> **DATA UNDER STUDY**:
::::::::::

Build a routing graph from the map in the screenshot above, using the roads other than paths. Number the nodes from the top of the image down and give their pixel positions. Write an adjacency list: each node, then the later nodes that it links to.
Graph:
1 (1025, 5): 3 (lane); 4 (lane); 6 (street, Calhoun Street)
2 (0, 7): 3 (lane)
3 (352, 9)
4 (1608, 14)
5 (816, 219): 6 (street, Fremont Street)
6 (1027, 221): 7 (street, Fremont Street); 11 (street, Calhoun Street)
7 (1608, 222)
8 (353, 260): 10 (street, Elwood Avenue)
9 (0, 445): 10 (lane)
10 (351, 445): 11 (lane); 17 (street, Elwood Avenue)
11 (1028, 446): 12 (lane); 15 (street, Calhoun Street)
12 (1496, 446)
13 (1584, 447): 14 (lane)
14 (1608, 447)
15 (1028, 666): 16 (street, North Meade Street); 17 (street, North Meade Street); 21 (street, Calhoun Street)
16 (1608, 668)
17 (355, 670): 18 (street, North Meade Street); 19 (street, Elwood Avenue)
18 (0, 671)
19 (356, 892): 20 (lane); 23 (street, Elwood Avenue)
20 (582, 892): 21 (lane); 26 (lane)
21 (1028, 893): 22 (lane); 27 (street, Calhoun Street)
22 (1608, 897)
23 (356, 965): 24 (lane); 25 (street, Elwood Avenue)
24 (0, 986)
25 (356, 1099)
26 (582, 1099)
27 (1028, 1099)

::::::::::

> **EXERCISE DIRECTIONS**: The response should consist of the entries, retyped exactly and in full.

> **PROBLEM SOLUTION**:
Build a routing graph from the map in the screenshot above, using the roads other than paths. Number the nodes from the top of the image down and give their pixel positions. Write an adjacency list: each node, then the later nodes that it links to.
Graph:
1 (1025, 5): 3 (lane); 4 (lane); 6 (street, Calhoun Street)
2 (0, 7): 3 (lane)
3 (352, 9)
4 (1608, 14)
5 (816, 219): 6 (street, Fremont Street)
6 (1027, 221): 7 (street, Fremont Street); 11 (street, Calhoun Street)
7 (1608, 222)
8 (353, 260): 10 (street, Elwood Avenue)
9 (0, 445): 10 (lane)
10 (351, 445): 11 (lane); 17 (street, Elwood Avenue)
11 (1028, 446): 12 (lane); 15 (street, Calhoun Street)
12 (1496, 446)
13 (1584, 447): 14 (lane)
14 (1608, 447)
15 (1028, 666): 16 (street, North Meade Street); 17 (street, North Meade Street); 21 (street, Calhoun Street)
16 (1608, 668)
17 (355, 670): 18 (street, North Meade Street); 19 (street, Elwood Avenue)
18 (0, 671)
19 (356, 892): 20 (lane); 23 (street, Elwood Avenue)
20 (582, 892): 21 (lane); 26 (lane)
21 (1028, 893): 22 (lane); 27 (street, Calhoun Street)
22 (1608, 897)
23 (356, 965): 24 (lane); 25 (street, Elwood Avenue)
24 (0, 986)
25 (356, 1099)
26 (582, 1099)
27 (1028, 1099)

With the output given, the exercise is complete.